Quando, na longínqua e imediata Bruxelas, um carro passa em frente ao hotel a buzinar uma bandeira do psd, percebemos que o mundo é cada vez mais pequeno. Tão pequeno como a sensatez de quem conduz aquele automóvel. Hoje, como noutras ocasiões, o surreal impõe-se. Um país arruinado, com 700 mil desempregados, acha-se capaz e merecedor de aplauso. Viver acima das posses é isto mesmo. A direita vence com estrondo. Vejo com pena e leio em silêncio depoimentos de anti-socráticos eufóricos com uma vitória da direita - que esperam absurdamente poder vir a ter políticas de esquerda - e direitistas exultantes numa conjuntura de desastre nacional. Todo o clima de festa é estúpido e só pode ser proveniente da inconsciência do estado em que o país se encontra. Mesmo os meus colegas professores, sobretudo aqueles que, como eu, conhecem na pele os malefícios que estas legislaturas impuseram, desgraçada e injustamente, sobre a escola pública não têm motivos absolutamente nenhuns para aplauso.
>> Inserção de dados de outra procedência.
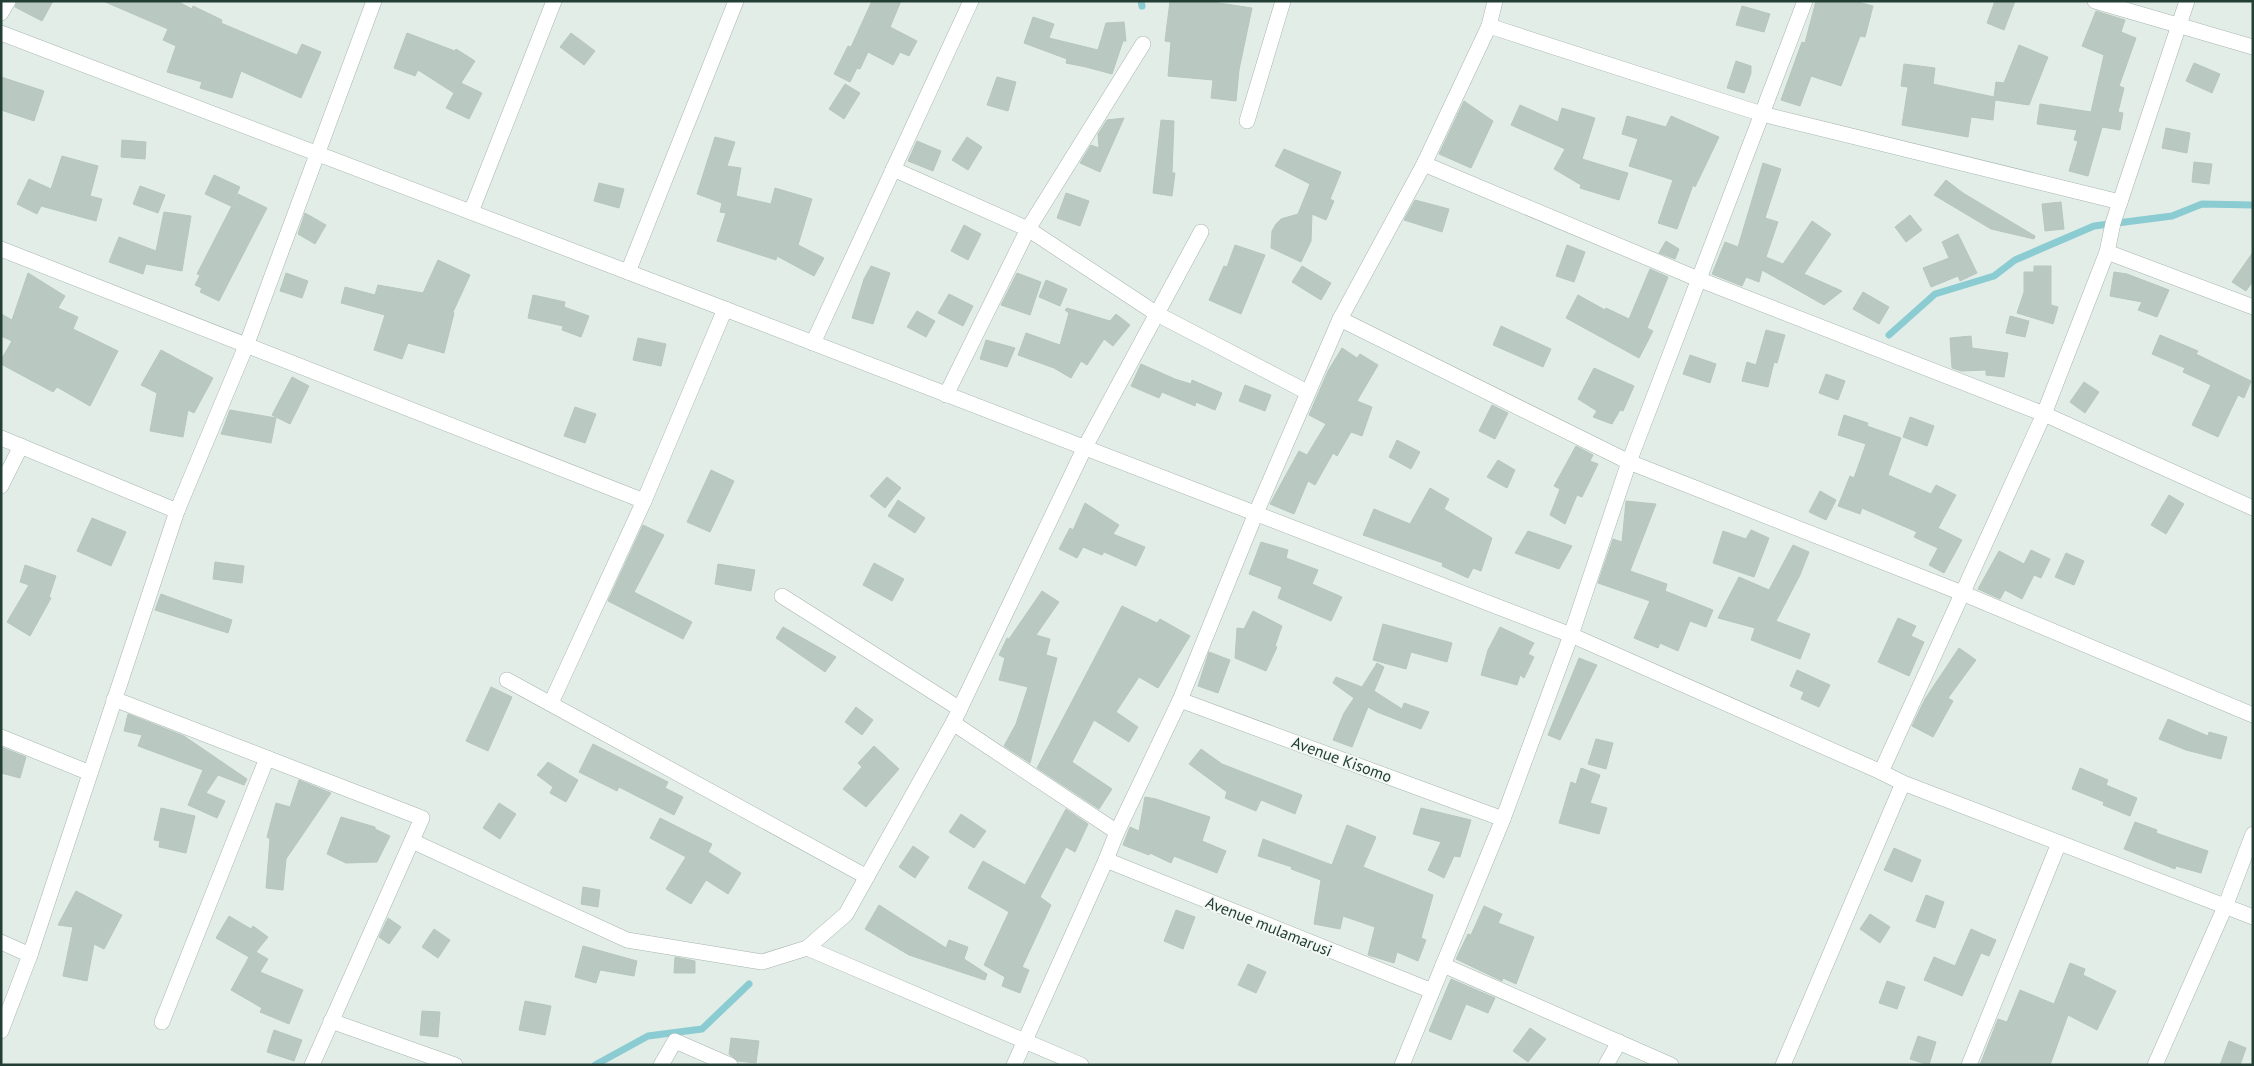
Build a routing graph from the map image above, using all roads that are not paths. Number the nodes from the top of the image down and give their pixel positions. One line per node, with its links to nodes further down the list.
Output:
1 (8, 1): 11 (street)
2 (374, 1): 19 (street)
3 (554, 1): 23 (street)
4 (736, 1): 28 (street)
5 (971, 1): 21 (street)
6 (1283, 1): 18 (street)
7 (1494, 1): 13 (street)
8 (1805, 1): 17 (street)
9 (2095, 1): 12 (street)
10 (2187, 1): 12 (street)
11 (1, 13)
12 (2179, 24): 16 (street); 22 (street)
13 (1489, 26): 17 (street); 20 (street)
14 (1, 33): 19 (street)
15 (1143, 44): 24 (street)
16 (2253, 47)
17 (1762, 114): 22 (street); 29 (street)
18 (1247, 121)
19 (318, 153): 23 (street); 35 (street)
20 (1424, 164): 29 (street); 33 (street)
21 (893, 169): 24 (street); 34 (street)
22 (2120, 202): 27 (street)
23 (471, 212): 28 (street)
24 (1028, 229): 32 (street); 37 (street)
25 (1200, 232): 32 (street)
26 (1, 249): 35 (street)
27 (2107, 252): 30 (street); 38 (street)
28 (628, 272): 31 (street)
29 (1698, 280): 38 (street); 42 (street)
30 (2253, 307)
31 (725, 309): 34 (street); 44 (street)
32 (1157, 314): 36 (street); 41 (street)
33 (1340, 319): 36 (street); 42 (street)
34 (813, 344): 37 (street)
35 (246, 346): 44 (street); 46 (street)
36 (1307, 392): 47 (street)
37 (946, 395): 41 (street)
38 (2044, 414): 45 (street); 48 (street)
39 (1, 438): 40 (street)
40 (21, 446): 43 (street); 46 (street)
41 (1085, 447): 47 (street); 55 (street)
42 (1629, 462): 48 (street); 50 (street)
43 (1, 486)
44 (644, 501): 54 (street)
45 (2253, 508)
46 (177, 511): 52 (street)
47 (1256, 513): 50 (street); 53 (street)
48 (1962, 593): 56 (street); 60 (street)
49 (782, 596): 55 (street)
50 (1571, 635): 60 (street); 63 (street)
51 (507, 680): 54 (street)
52 (114, 699): 59 (street); 61 (street)
53 (1180, 700): 63 (street, Avenue Kisomo); 64 (street)
54 (551, 703): 69 (street)
55 (960, 709): 57 (street)
56 (2253, 716)
57 (953, 723): 64 (street); 69 (street)
58 (1, 737): 61 (street)
59 (267, 758): 66 (street); 78 (street)
60 (1881, 772): 62 (street)
61 (90, 773): 74 (street)
62 (1903, 783): 67 (street); 92 (street)
63 (1504, 819): 75 (street)
64 (1117, 832): 68 (street)
65 (2253, 834): 70 (street)
66 (412, 841): 73 (street); 77 (street)
67 (2059, 843): 70 (street); 93 (street)
68 (1106, 860): 76 (street, Avenue mulamarusi); 80 (street)
69 (867, 877): 73 (street)
70 (2225, 907): 71 (street); 82 (street)
71 (2253, 917)
72 (1, 942): 74 (street)
73 (807, 948): 80 (street)
74 (30, 954): 79 (street)
75 (1443, 965): 76 (street); 81 (street)
76 (1432, 991): 89 (street)
77 (331, 1021): 83 (street); 84 (street)
78 (162, 1022)
79 (1, 1032)
80 (1024, 1039): 87 (street); 88 (street)
81 (1619, 1042): 90 (street); 91 (street)
82 (2157, 1064)
83 (312, 1065)
84 (455, 1065)
85 (661, 1065): 86 (street)
86 (730, 1065)
87 (1014, 1065)
88 (1081, 1065)
89 (1402, 1065)
90 (1606, 1065)
91 (1671, 1065)
92 (1784, 1065)
93 (1969, 1065)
Malefícios que escolhi denunciar dentro do próprio partido socialista, por temerária lealdade para com o partido em que sempre votei. Acaba de vencer um partido que tem no seu programa ideias demolidoras para a escola pública. Perguntam-se 'Mas pior do que temos não pode ser, pois não?'. A esses respondo com uma palavra: 'vai' e recomendo a leitura do programa eleitoral do psd. Nada mais. A inteligência de cada um é bastante. Anseio, pois, pelo risorgimento do partido socialista e conservo-me fora das depreciações fulanizantes e das bolhinhas de mau champanhe bruto. Conservo-me do lado da esquerda democrática, que encontra neste contexto um momento de renorteamento político e também uma oportunidade imperdível de expurgar do partido socialista as pessoas e as ideias que, não servindo o socialismo, nunca serviram para nada e muito menos serviram Portugal.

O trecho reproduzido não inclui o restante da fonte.